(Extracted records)
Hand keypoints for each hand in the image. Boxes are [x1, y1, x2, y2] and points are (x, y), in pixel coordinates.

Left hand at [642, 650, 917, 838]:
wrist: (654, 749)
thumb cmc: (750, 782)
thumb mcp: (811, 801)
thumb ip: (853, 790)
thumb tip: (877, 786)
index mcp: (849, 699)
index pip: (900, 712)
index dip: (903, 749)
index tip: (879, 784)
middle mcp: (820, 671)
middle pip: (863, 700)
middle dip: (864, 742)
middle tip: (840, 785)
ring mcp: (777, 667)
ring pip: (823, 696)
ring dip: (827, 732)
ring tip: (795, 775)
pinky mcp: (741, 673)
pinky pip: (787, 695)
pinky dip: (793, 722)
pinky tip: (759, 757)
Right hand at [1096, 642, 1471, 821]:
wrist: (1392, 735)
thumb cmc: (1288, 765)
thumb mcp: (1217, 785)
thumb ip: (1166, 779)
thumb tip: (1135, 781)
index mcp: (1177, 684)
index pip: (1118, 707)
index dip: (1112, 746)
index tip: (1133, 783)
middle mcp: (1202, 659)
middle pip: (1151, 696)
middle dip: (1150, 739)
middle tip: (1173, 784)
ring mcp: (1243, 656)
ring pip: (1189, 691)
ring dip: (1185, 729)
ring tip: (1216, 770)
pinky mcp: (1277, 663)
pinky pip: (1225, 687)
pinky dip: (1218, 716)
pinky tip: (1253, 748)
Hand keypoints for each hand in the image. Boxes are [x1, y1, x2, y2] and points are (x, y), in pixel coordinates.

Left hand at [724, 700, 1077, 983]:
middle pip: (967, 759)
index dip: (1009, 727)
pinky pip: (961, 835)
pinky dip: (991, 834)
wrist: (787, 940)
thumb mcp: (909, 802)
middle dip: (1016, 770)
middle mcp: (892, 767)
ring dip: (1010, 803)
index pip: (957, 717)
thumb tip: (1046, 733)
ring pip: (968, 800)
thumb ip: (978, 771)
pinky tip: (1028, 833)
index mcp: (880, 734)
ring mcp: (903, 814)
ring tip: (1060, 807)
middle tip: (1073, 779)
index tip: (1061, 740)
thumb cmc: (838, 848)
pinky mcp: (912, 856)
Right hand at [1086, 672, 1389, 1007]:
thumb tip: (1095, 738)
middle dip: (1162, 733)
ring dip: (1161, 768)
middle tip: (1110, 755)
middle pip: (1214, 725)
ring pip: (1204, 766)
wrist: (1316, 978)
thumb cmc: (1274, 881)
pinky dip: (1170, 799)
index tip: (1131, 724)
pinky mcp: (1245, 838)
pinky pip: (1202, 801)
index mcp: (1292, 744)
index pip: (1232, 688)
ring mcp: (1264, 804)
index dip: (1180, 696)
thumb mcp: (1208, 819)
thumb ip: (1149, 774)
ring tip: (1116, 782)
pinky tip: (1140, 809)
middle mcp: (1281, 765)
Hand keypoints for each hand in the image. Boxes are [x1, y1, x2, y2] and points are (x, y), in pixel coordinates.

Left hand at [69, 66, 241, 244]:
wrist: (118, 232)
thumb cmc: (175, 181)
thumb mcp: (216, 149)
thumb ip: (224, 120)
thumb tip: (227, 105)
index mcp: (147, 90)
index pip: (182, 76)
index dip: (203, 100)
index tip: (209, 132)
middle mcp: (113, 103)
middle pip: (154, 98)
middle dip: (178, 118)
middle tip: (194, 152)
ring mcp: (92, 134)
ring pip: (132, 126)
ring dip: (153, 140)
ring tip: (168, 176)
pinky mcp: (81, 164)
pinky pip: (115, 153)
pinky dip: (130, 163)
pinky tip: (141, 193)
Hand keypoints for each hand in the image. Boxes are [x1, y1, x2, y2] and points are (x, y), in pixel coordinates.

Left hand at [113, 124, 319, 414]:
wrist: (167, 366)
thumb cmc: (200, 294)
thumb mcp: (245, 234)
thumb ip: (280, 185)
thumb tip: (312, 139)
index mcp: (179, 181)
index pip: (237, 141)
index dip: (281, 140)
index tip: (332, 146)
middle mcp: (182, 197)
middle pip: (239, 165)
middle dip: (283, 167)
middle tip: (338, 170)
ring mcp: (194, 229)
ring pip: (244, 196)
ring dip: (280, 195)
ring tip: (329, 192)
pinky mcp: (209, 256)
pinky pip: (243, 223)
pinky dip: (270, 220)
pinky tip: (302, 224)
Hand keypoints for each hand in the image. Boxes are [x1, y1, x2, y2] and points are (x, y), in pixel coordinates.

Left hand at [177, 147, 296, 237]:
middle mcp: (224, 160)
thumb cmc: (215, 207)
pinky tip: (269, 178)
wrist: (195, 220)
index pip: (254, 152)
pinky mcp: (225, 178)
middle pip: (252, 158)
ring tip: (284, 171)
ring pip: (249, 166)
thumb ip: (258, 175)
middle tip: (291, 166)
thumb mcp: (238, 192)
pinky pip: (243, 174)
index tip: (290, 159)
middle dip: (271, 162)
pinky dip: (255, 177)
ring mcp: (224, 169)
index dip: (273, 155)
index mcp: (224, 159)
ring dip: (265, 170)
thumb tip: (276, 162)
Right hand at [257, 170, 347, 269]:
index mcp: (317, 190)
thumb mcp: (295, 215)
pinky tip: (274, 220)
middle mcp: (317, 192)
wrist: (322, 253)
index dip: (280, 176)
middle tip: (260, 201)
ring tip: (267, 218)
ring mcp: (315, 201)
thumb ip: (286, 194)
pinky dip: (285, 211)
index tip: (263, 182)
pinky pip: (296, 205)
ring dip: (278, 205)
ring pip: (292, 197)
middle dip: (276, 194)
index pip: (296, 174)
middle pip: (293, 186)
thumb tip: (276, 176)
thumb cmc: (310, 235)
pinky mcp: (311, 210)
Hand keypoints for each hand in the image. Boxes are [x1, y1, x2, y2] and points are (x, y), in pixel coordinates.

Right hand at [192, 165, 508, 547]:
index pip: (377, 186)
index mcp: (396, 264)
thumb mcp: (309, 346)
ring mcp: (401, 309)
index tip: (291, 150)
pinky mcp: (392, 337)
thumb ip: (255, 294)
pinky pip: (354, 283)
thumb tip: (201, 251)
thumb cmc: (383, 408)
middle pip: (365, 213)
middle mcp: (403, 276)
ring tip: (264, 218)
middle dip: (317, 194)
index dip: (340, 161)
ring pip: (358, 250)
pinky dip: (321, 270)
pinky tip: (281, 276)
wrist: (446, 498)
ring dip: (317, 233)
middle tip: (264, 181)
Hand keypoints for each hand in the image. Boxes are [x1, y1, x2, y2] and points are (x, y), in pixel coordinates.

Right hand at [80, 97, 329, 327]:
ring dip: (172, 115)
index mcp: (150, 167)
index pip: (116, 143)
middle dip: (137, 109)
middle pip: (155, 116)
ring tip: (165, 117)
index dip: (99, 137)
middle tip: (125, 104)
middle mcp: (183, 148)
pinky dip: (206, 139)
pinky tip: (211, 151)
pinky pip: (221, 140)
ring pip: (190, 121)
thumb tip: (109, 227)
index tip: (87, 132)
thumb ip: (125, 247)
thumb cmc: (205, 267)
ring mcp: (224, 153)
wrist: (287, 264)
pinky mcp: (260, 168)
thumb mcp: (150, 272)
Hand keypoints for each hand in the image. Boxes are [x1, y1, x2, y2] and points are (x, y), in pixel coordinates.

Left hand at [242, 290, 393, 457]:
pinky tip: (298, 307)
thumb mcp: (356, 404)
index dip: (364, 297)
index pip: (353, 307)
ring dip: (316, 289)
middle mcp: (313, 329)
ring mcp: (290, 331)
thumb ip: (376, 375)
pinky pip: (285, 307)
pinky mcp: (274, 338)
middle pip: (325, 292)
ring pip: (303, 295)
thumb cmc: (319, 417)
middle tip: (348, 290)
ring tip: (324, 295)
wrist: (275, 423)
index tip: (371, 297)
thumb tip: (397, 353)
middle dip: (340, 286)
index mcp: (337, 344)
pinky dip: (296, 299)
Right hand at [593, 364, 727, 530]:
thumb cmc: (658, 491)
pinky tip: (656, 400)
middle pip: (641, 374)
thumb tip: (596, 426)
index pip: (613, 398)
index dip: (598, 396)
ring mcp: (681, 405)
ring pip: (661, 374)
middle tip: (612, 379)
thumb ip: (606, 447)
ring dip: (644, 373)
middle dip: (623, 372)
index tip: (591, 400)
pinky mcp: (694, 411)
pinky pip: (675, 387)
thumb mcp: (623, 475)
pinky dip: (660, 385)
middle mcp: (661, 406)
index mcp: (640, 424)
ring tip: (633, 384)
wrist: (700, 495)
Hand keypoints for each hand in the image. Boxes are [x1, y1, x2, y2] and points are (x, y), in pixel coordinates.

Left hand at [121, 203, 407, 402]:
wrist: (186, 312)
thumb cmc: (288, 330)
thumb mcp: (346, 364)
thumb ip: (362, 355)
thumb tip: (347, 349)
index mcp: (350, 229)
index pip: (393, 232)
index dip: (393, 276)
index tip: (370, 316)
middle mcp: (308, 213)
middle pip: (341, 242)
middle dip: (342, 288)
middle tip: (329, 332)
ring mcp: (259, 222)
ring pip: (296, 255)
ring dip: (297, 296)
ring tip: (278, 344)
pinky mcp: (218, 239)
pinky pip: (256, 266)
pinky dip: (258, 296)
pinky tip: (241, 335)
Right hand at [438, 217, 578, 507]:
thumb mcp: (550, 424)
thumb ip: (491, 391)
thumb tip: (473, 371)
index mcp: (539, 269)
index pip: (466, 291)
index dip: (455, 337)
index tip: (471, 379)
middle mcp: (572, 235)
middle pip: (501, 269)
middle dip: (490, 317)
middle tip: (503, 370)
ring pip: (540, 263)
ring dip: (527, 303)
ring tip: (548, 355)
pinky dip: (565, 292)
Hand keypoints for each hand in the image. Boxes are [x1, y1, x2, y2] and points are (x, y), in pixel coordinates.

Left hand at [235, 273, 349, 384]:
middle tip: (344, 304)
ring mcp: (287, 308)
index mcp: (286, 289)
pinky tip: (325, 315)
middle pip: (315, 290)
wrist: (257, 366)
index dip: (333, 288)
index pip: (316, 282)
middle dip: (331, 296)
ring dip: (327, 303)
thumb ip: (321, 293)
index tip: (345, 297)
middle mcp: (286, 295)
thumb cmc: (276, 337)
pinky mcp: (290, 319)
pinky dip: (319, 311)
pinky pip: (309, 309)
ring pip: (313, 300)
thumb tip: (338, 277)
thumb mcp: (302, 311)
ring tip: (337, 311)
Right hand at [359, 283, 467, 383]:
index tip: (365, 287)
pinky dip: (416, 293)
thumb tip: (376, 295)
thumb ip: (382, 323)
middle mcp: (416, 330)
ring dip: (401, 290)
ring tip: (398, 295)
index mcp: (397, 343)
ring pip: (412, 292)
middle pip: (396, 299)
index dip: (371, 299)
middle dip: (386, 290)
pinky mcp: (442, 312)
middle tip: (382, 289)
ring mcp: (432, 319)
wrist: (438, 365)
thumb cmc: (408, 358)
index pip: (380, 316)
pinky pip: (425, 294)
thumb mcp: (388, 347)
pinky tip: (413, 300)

» Assignment
Your answer should consist only of the lines from the one with "ring mcp: (432, 319)" through the end of the data above, reproduced exactly.

» Solution
ring mcp: (432, 319)
wrist: (438, 365)
thumb cmc: (408, 358)
index pip: (380, 316)
pinky pip: (425, 294)
thumb mcp: (388, 347)
pinky tip: (413, 300)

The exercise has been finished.